══ Exercise data
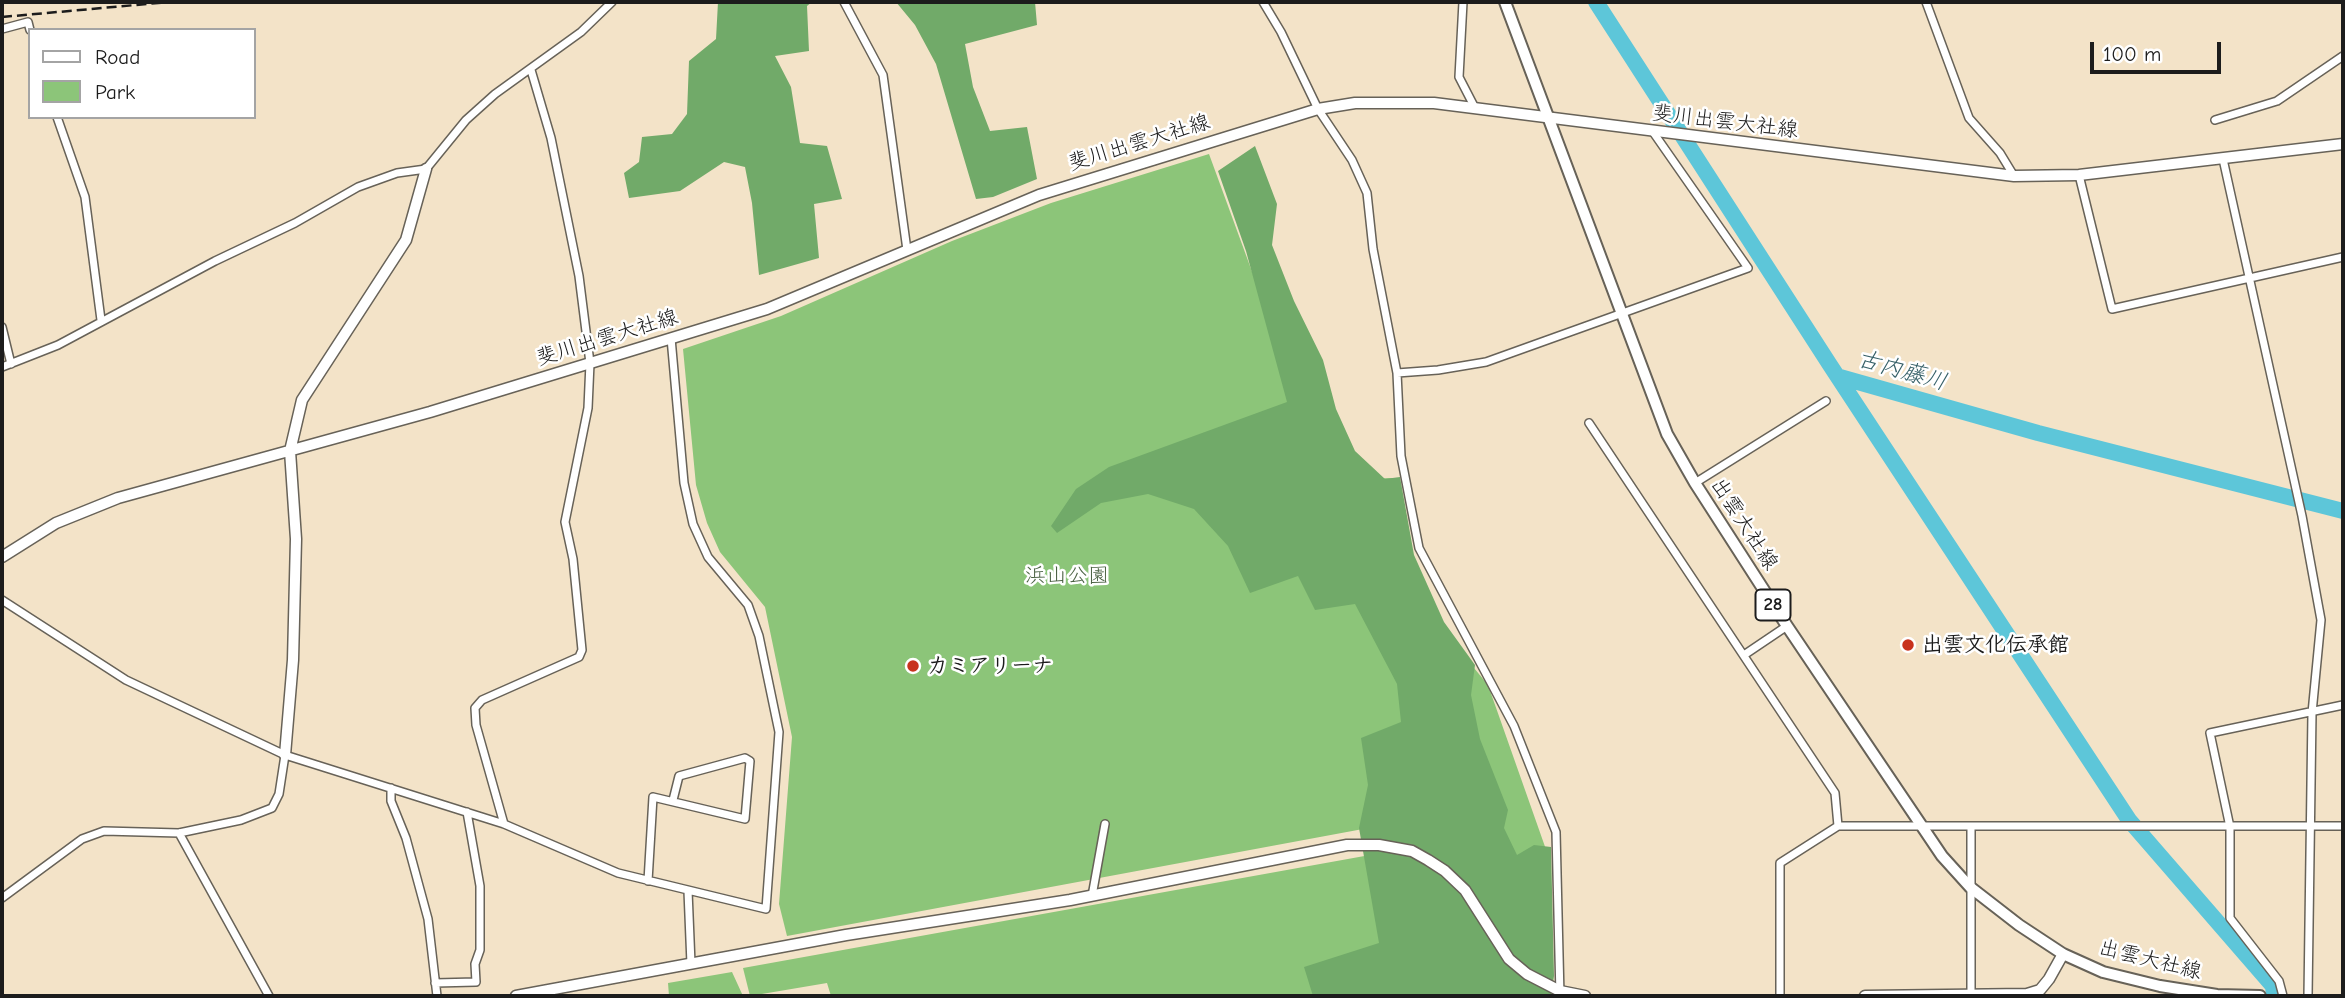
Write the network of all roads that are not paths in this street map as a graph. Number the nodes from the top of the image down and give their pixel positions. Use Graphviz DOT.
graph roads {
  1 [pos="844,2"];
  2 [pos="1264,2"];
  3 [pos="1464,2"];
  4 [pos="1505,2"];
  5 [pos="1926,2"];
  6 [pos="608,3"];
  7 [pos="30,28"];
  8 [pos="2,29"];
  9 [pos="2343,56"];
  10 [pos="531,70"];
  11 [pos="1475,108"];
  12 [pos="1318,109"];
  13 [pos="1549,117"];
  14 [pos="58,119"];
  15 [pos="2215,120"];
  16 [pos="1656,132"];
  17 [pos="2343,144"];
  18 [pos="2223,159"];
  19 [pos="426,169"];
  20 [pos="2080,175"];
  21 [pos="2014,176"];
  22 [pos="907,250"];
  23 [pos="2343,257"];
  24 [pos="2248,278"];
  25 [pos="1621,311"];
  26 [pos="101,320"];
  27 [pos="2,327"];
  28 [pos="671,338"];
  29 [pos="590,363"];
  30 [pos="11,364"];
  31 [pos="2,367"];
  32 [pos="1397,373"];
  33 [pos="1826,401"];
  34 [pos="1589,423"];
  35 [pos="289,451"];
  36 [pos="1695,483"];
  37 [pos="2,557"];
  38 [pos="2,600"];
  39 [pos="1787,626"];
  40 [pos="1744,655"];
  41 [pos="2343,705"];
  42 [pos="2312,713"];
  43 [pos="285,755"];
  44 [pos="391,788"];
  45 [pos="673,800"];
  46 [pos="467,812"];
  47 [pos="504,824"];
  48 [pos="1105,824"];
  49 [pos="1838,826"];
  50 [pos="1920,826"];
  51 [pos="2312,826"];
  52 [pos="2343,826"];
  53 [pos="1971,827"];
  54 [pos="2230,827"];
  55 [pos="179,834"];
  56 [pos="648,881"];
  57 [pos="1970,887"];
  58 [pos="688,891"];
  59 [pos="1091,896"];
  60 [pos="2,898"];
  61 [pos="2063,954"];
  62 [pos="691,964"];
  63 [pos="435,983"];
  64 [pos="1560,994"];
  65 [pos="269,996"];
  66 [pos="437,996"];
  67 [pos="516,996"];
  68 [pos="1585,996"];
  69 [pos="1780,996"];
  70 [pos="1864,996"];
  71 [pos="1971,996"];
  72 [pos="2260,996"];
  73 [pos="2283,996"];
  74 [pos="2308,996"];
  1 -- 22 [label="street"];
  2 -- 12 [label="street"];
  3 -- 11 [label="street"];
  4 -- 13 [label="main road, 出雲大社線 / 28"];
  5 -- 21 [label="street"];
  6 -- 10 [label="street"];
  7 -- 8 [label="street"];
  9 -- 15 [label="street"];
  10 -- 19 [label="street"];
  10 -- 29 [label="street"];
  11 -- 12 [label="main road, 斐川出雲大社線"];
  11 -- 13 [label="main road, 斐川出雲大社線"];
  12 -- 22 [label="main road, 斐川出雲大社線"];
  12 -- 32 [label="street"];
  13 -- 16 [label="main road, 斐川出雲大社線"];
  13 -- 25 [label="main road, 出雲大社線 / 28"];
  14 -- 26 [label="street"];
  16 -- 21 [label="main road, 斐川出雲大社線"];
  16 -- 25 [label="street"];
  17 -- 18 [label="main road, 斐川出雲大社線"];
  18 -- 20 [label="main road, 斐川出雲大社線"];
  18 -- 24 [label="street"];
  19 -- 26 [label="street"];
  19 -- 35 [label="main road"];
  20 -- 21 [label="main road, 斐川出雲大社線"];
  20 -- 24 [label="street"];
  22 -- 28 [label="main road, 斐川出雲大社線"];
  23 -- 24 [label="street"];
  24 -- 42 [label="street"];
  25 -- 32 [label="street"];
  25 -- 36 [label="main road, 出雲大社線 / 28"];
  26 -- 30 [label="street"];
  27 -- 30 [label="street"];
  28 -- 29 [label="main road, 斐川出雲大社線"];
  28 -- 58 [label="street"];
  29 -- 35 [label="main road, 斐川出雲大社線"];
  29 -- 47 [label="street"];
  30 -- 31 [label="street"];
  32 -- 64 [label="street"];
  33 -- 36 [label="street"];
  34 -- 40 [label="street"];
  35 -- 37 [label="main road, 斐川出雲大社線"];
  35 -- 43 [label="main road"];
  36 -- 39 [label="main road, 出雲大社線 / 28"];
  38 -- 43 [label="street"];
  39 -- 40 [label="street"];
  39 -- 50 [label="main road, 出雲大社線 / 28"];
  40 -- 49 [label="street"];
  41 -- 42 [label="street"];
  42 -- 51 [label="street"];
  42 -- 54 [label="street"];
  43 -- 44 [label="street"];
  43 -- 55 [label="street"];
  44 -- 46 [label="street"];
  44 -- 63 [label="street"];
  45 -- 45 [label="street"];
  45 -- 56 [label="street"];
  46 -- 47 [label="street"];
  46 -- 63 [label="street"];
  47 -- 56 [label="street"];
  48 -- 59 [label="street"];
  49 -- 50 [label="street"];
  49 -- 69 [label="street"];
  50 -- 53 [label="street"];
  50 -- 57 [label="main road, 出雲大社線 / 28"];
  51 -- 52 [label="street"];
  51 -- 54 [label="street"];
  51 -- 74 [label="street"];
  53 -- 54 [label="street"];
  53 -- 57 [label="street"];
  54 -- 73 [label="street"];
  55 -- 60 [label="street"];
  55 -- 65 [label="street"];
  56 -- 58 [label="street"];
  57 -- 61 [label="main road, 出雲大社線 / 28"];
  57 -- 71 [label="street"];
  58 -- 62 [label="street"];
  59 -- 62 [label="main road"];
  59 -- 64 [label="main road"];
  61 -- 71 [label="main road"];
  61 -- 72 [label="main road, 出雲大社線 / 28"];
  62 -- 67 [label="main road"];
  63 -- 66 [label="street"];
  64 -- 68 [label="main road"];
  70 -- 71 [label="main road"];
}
════
Problem.
Of the lines above, copy each one that contains the word "graph".

Result of the task.
Write the network of all roads that are not paths in this street map as a graph. Number the nodes from the top of the image down and give their pixel positions. Use Graphviz DOT.
graph roads {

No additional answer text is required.